> TASK
Print out each record below, unaltered and complete, without its images.
[Start of section]
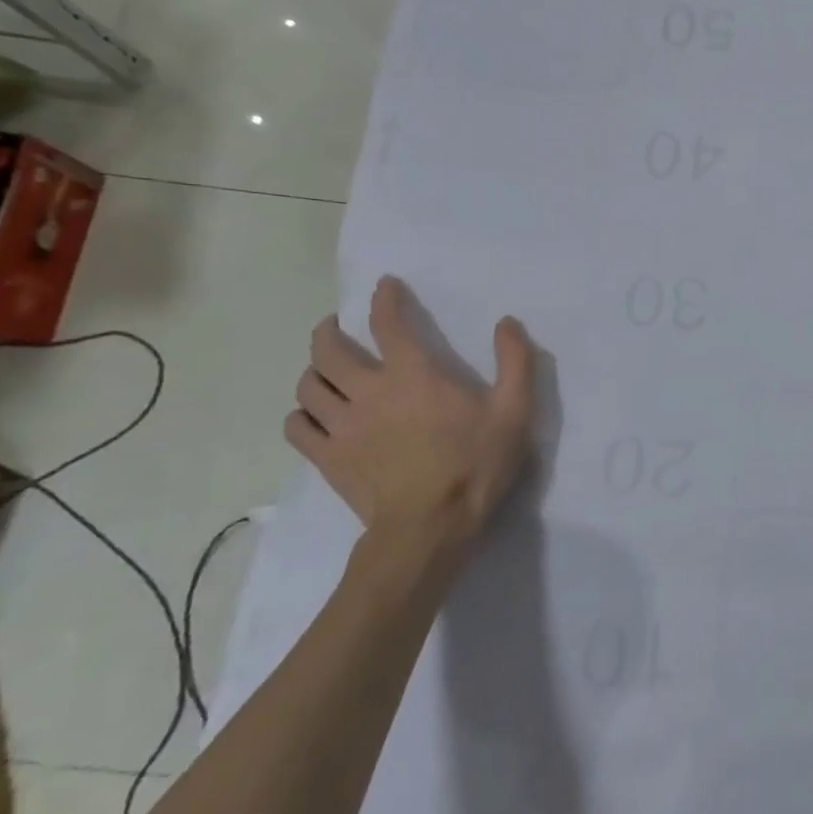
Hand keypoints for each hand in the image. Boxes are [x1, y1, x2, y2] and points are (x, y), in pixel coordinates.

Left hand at [287, 276, 535, 555]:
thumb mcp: (516, 411)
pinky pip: (297, 426)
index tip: (384, 286)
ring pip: (308, 385)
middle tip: (337, 327)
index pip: (388, 322)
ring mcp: (341, 426)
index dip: (384, 299)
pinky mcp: (327, 457)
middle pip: (329, 349)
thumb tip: (506, 322)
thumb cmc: (476, 464)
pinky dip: (301, 414)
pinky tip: (314, 416)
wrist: (430, 527)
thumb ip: (516, 362)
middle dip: (330, 330)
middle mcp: (368, 391)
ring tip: (325, 370)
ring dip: (314, 371)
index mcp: (413, 374)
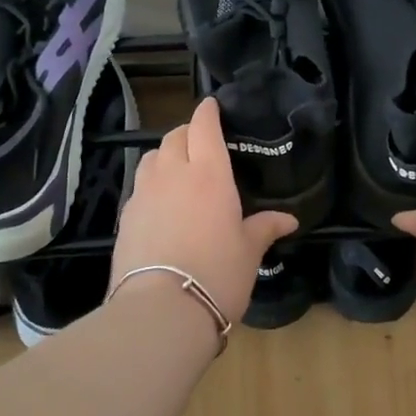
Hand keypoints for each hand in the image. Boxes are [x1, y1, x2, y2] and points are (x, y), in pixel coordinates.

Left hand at [112, 97, 297, 324]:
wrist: (161, 310)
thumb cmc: (217, 273)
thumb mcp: (249, 251)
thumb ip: (265, 228)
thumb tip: (289, 219)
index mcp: (209, 174)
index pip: (204, 127)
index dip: (207, 112)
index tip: (212, 105)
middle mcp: (173, 174)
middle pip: (175, 137)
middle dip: (187, 132)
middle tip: (200, 141)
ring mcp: (144, 194)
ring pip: (152, 158)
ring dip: (166, 155)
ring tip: (178, 168)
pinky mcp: (126, 217)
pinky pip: (140, 187)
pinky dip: (151, 184)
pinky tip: (161, 203)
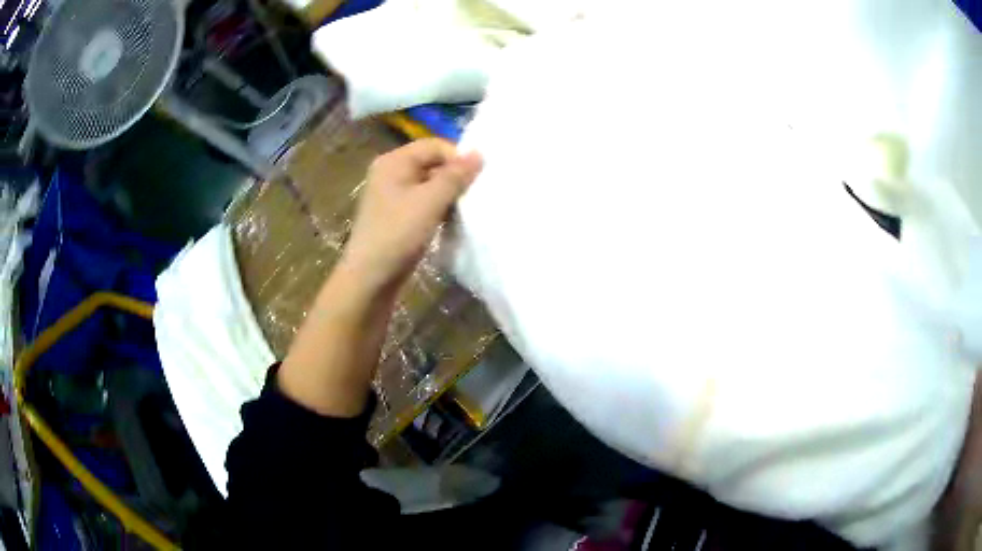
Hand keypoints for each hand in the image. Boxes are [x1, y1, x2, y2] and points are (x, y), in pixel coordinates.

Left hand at [339, 139, 482, 291]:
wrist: (370, 279)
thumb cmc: (397, 234)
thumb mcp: (430, 201)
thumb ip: (455, 176)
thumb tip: (479, 153)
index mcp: (394, 161)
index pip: (434, 145)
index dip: (458, 157)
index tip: (478, 178)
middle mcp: (391, 173)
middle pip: (432, 163)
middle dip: (455, 177)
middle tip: (475, 195)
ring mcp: (392, 196)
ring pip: (429, 185)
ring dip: (449, 195)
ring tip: (467, 209)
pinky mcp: (397, 216)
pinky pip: (424, 203)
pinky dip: (439, 209)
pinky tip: (452, 222)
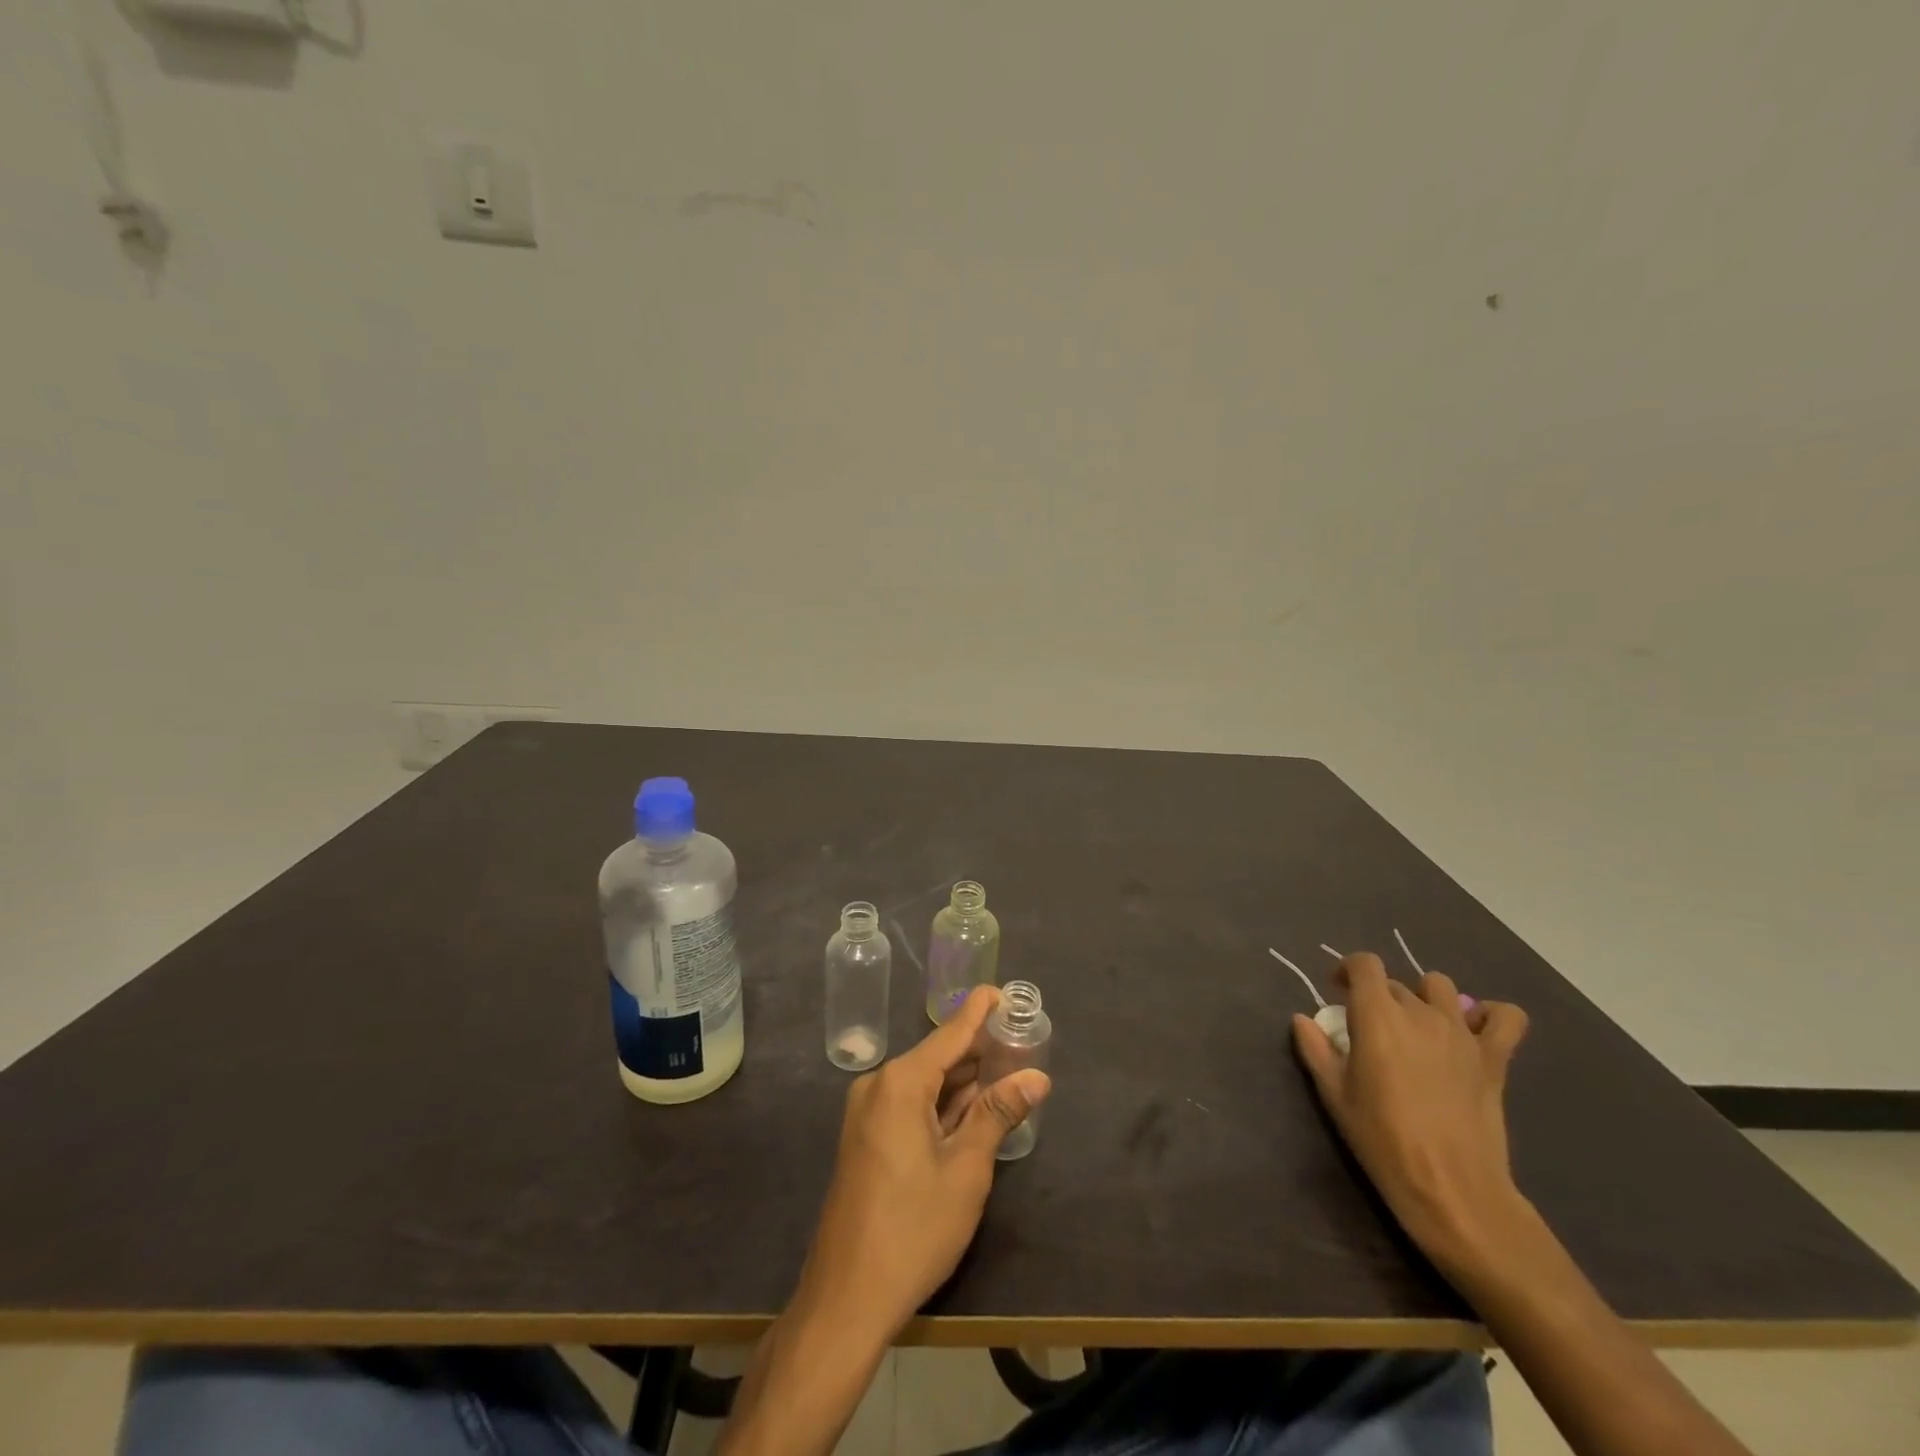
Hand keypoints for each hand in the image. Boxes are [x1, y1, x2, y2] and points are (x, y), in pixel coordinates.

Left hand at [795, 986, 1051, 1340]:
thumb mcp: (966, 1169)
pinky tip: (973, 1108)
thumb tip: (1036, 1076)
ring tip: (1006, 1069)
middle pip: (938, 1057)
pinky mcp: (866, 1138)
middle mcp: (879, 1086)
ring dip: (963, 1082)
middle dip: (978, 1052)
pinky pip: (910, 1106)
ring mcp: (868, 1113)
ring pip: (925, 1084)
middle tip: (1020, 1041)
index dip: (978, 1012)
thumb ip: (998, 1114)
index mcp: (900, 1082)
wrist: (846, 1297)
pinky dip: (942, 1105)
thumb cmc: (914, 1228)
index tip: (1002, 991)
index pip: (949, 1033)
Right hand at [1292, 953, 1529, 1277]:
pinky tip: (1474, 1031)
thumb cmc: (1382, 1139)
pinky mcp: (1494, 1058)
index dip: (1348, 970)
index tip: (1338, 991)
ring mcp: (1461, 1033)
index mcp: (1377, 1016)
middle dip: (1379, 996)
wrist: (1451, 1187)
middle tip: (1371, 1030)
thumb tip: (1303, 1019)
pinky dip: (1492, 1016)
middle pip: (1397, 983)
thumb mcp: (1334, 1095)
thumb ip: (1315, 1049)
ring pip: (1441, 987)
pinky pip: (1507, 1017)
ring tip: (1417, 1027)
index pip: (1364, 964)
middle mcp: (1420, 1012)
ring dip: (1425, 998)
[End of section]
> REPLY
Hand keypoints for each hand in the image. Boxes are [x1, y1, x2, y2] and points are (x, y), in pixel coordinates.

Left hand at [287, 276, 535, 555]:
thumb mcp: (516, 411)
pinky pip: (297, 426)
index tip: (384, 286)
ring pip: (308, 385)
middle tip: (337, 327)
index pip: (388, 322)
ring mcp: (341, 426)
index dip: (384, 299)
pinky mcp: (327, 457)
middle pip: (329, 349)
thumb tip: (506, 322)
thumb cmc: (476, 464)
pinky dip: (301, 414)
pinky tip: (314, 416)
wrist: (430, 527)
thumb ip: (516, 362)
middle dip: (330, 330)
middle mcp: (368, 391)
ring tip: (325, 370)
ring dip: (314, 371)
index mcp: (413, 374)
Hand keypoints for each hand in the image. Boxes are [x1, y1, x2, y2] and points are (x, y), in pixel coordinates.

Left hand at [112, 97, 297, 324]:
wrist: (161, 310)
thumb cmc: (217, 273)
thumb mcp: (249, 251)
thumb ip: (265, 228)
thumb tip: (289, 219)
index mcp: (209, 174)
index pip: (204, 127)
index dip: (207, 112)
index tip: (212, 105)
middle mcp: (173, 174)
middle pip: (175, 137)
middle dip: (187, 132)
middle tip: (200, 141)
ring mcp: (144, 194)
ring pip: (152, 158)
ring dip: (166, 155)
ring tip: (178, 168)
pinky mcp: (126, 217)
pinky pip: (140, 187)
pinky dip: (151, 184)
pinky tip: (161, 203)
Hand keypoints for each hand in the image. Boxes are [x1, y1, x2, y2] and points are (x, y), in pixel coordinates.

Left hand at [339, 139, 482, 291]:
wrist: (370, 279)
thumb cmc: (397, 234)
thumb mcp: (430, 201)
thumb ip: (455, 176)
thumb tip: (479, 153)
index mcp: (394, 161)
index pip: (434, 145)
index dip: (458, 157)
index tip: (478, 178)
middle mcp: (391, 173)
middle pip: (432, 163)
middle dip: (455, 177)
middle tip: (475, 195)
ring mcp: (392, 196)
ring pip: (429, 185)
ring dip: (449, 195)
ring tip: (467, 209)
pinky mcp: (397, 216)
pinky pip: (424, 203)
pinky dip: (439, 209)
pinky tip: (452, 222)
Hand keypoints for each hand in the image. Boxes are [x1, y1, x2, y2] and points are (x, y), in pixel coordinates.

Left hand at [795, 986, 1051, 1340]:
thumb mcp: (966, 1169)
pinky tip: (973, 1108)
thumb tip: (1036, 1076)
ring tip: (1006, 1069)
middle pip: (938, 1057)
pinky mcp: (866, 1138)
middle mcp: (879, 1086)
ring dip: (963, 1082)
middle dip: (978, 1052)
pinky pip: (910, 1106)
ring mcp: (868, 1113)
ring pip: (925, 1084)
middle tip: (1020, 1041)
index dip: (978, 1012)
thumb ip: (998, 1114)
index mcp: (900, 1082)
wrist: (846, 1297)
pinky dip: (942, 1105)
thumb cmc: (914, 1228)
index tip: (1002, 991)
index pip: (949, 1033)
Right hand at [1292, 953, 1529, 1277]:
pinky tip: (1474, 1031)
thumb cmc: (1382, 1139)
pinky mcp: (1494, 1058)
index dip: (1348, 970)
index tip: (1338, 991)
ring mcp: (1461, 1033)
index mcp: (1377, 1016)
middle dip: (1379, 996)
wrist: (1451, 1187)
middle tip: (1371, 1030)
thumb tip: (1303, 1019)
pinky dip: (1492, 1016)
middle pip: (1397, 983)
thumb mcp: (1334, 1095)
thumb ip: (1315, 1049)
ring pip: (1441, 987)
pinky pip: (1507, 1017)
ring tip: (1417, 1027)
index pip: (1364, 964)
middle mcp: (1420, 1012)
ring dip: (1425, 998)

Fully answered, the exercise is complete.